The agencies released a joint advisory highlighting the dangers of this type of cyberattack, in which hackers take over data and hold it for ransom. That includes targeting victims, ransom negotiations, and selling ransomware as a service to other cyber gangs, a.k.a. ransomware-as-a-service.
Cyber Agencies Unite Efforts
Cybersecurity bodies from the US, UK, and Australia have teamed up to warn against the rising threat of ransomware attacks. The USA’s Federal Bureau of Investigation (FBI), National Security Agency (NSA), and Cybersecurity and Infrastructure Security Agency (CISA) joined forces with the UK’s National Cyber Security Centre (NCSC) and the Australian Cyber Security Centre (ACSC).
Their joint alert says that ransomware gangs have increased their operations and are now targeting key organizations and infrastructure worldwide. And they will continue to do so after seeing that victims are giving in to their demands.

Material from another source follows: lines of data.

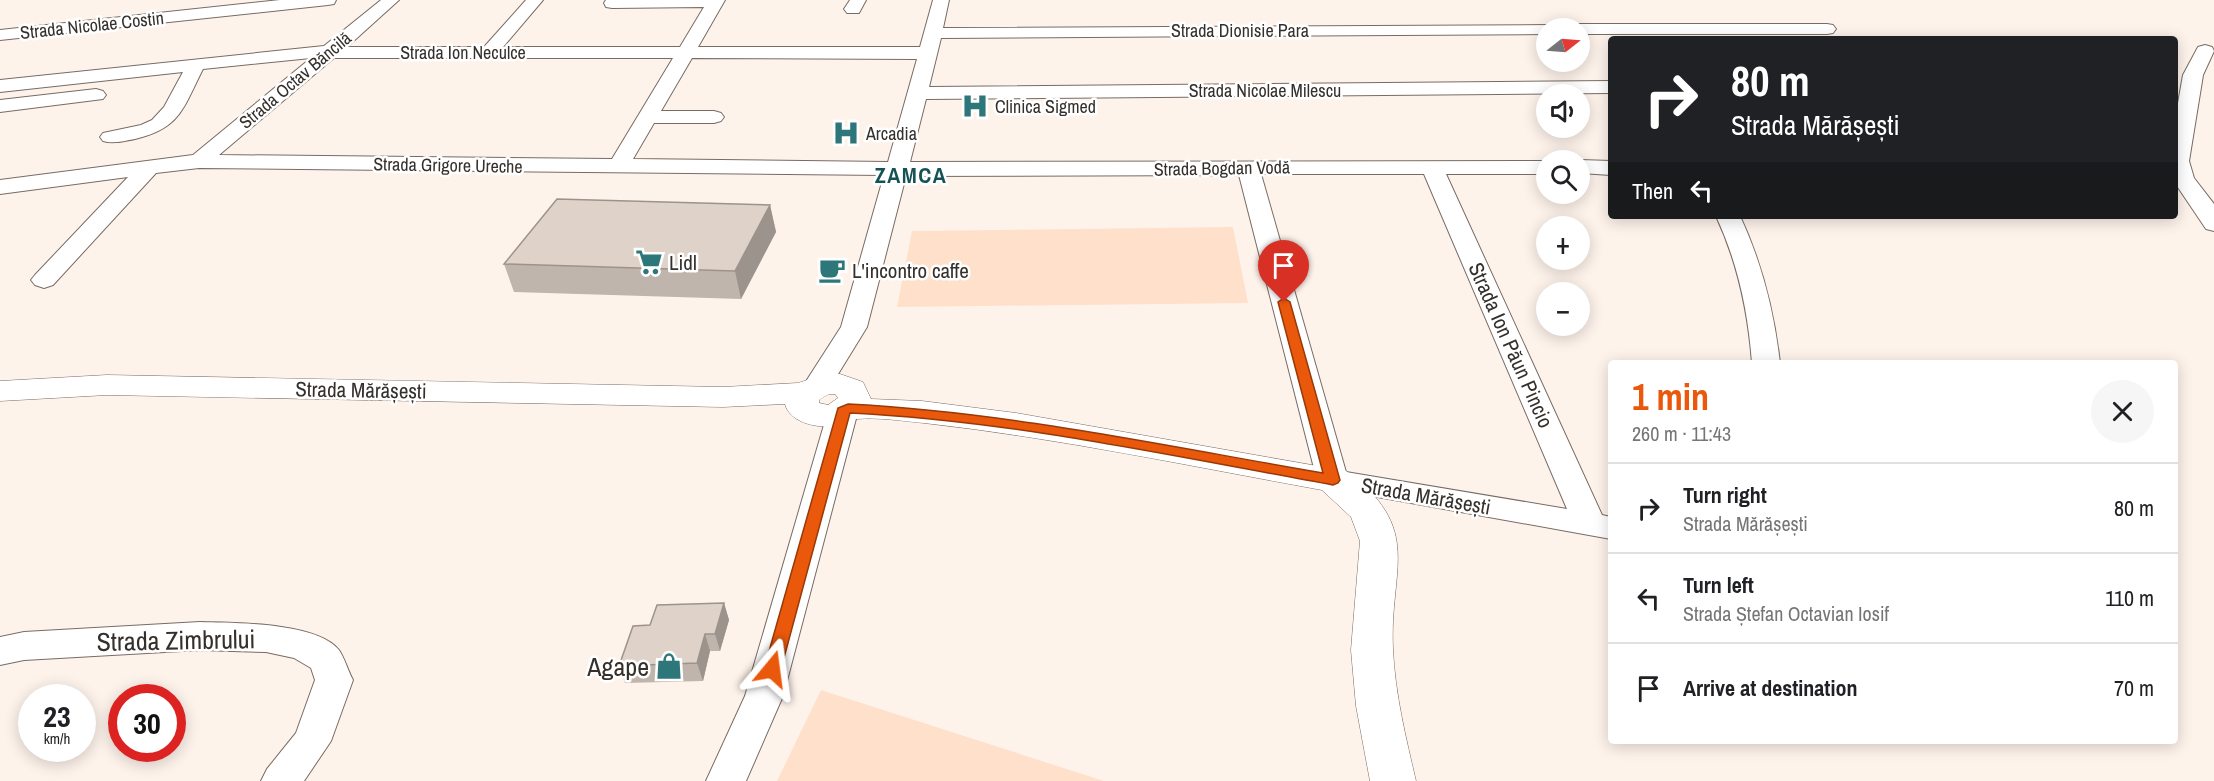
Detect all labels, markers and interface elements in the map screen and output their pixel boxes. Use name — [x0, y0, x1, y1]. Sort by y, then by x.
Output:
street label: Strada Nicolae Costin — [19, 5, 165, 45]
street label: Strada Dionisie Para — [1171, 18, 1309, 43]
north arrow — [1536, 18, 1590, 72]
map controls — [1536, 18, 1590, 336]
street label: Strada Octav Băncilă — [234, 26, 356, 134]
street label: Strada Ion Neculce — [400, 40, 526, 65]
text: 80 m — [1731, 53, 1810, 109]
icon: right — [1632, 60, 1710, 138]
street label: Strada Nicolae Milescu — [1189, 78, 1341, 103]
button: sound — [1536, 84, 1590, 138]
hospital icon: Clinica Sigmed — [960, 91, 990, 121]
place label: Clinica Sigmed — [995, 94, 1096, 119]
text: Strada Mărășești — [1731, 107, 1900, 143]
hospital icon: Arcadia — [831, 118, 861, 148]
place label: Arcadia — [865, 121, 917, 146]
button: search — [1536, 150, 1590, 204]
street label: Strada Grigore Ureche — [373, 151, 523, 179]
street label: Strada Bogdan Vodă — [1154, 154, 1290, 182]
district label: ZAMCA — [875, 160, 947, 190]
icon: left — [1685, 174, 1718, 207]
text: Then — [1632, 176, 1673, 206]
button: + — [1536, 216, 1590, 270]
pin — [1258, 240, 1309, 302]
supermarket icon: Lidl — [634, 247, 664, 277]
place label: Lidl — [669, 248, 697, 277]
icon: arrive — [1267, 249, 1300, 282]
cafe icon: L'incontro caffe — [817, 255, 847, 285]
place label: L'incontro caffe — [852, 256, 969, 285]
street label: Strada Ion Păun Pincio — [1462, 258, 1560, 432]
button: − — [1536, 282, 1590, 336]
text: 1 min — [1632, 373, 1709, 421]
street label: Strada Mărășești — [295, 374, 427, 406]
button: close — [2091, 380, 2154, 443]
text: 260 m · 11:43 — [1632, 420, 1731, 447]
street label: Strada Mărășești — [1359, 470, 1493, 522]
text: Turn right — [1683, 480, 1767, 510]
icon: right — [1632, 492, 1665, 525]
text: 80 m — [2114, 493, 2154, 523]
text: Strada Mărășești — [1683, 510, 1808, 537]
text: Turn left — [1683, 570, 1754, 600]
icon: left — [1632, 582, 1665, 615]
text: 110 m — [2105, 583, 2154, 613]
text: Strada Ștefan Octavian Iosif — [1683, 600, 1889, 627]
street label: Strada Zimbrului — [96, 621, 256, 659]
position arrow — [740, 637, 804, 701]
place label: Agape — [586, 649, 649, 684]
shop icon: Agape — [654, 651, 684, 681]
icon: arrive — [1632, 672, 1665, 705]
text: Arrive at destination — [1683, 673, 1857, 703]
text: 70 m — [2114, 673, 2154, 703]
speed limit sign: 30 — [108, 684, 186, 762]
text: 23 — [43, 696, 71, 736]
text: km/h — [44, 728, 70, 749]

The FBI, NSA, and CISA revealed that cyberattacks targeted 16 critical infrastructure sectors in the US. They include information technology, defense, food and agriculture, industrial systems, and emergency services.
In the UK, authorities fear an attack on healthcare or other vital sectors could have a devastating impact on people’s lives. NCSC Chief Executive Lindy Cameron warned against the consequences, previously stating that cybercriminals posed a real problem because they operate “beyond our borders.”
We expect ransomware will continue to be an attractive route for criminals as long as organisations remain vulnerable and continue to pay.Lindy Cameron, NCSC Chief Executive
In its turn, the ACSC said that ransomware remains the most dangerous cybercrime threat in 2021 due to its financial and disruptive impacts. The agency reported a 15% increase in ransomware-related attacks.
New Ransomware Tactic – Pay Up Or Else…
In similar news, and coincidentally on the same day as the joint advisory release, a ransomware webinar warned against a new type of cybercrime: Pay hackers to stay away. That’s right; hackers are now using this tactic to extort organizations and individuals even before launching the attack.
Sumit Bhatia, director of innovation and policy at Ryerson University’s Rogers Cybersecure Catalyst, made the comments as part of a webinar panel that The Globe and Mail organized. The other members included experts from IBM, the Norton Rose Fulbright law firm, and the DeGroote School of Business.
“They demonstrate [to an organization] their ability to attack but do not actually do so,” Bhatia explained. Instead, threat actors tell victims to pay before launching a full-scale onslaught. They usually target companies without “resources or expertise” to adjust their IT systems in time for an upcoming attack.
The cyber agencies’ joint advice did not only feature warnings. It also mentioned several techniques hackers use to launch attacks and invade networks. they include phishing and scam campaigns, brute force attacks, stolen RDP passwords, and exploiting system vulnerabilities.
To avoid falling victim to ransomware attacks, the agencies recommend multiple-factor authentication, regular system updates and patches, and training employees so they can identify phishing emails and suspicious links. Here are CISA’s tips on how to protect yourself against ransomware:
- Update your operating system and software.
- Implement user training and phishing exercises to raise awareness about the risk of suspicious links and attachments.
- If you use Remote Desktop Protocol (RDP), secure and monitor it.
- Make an offline backup of your data.
- Use multifactor authentication (MFA).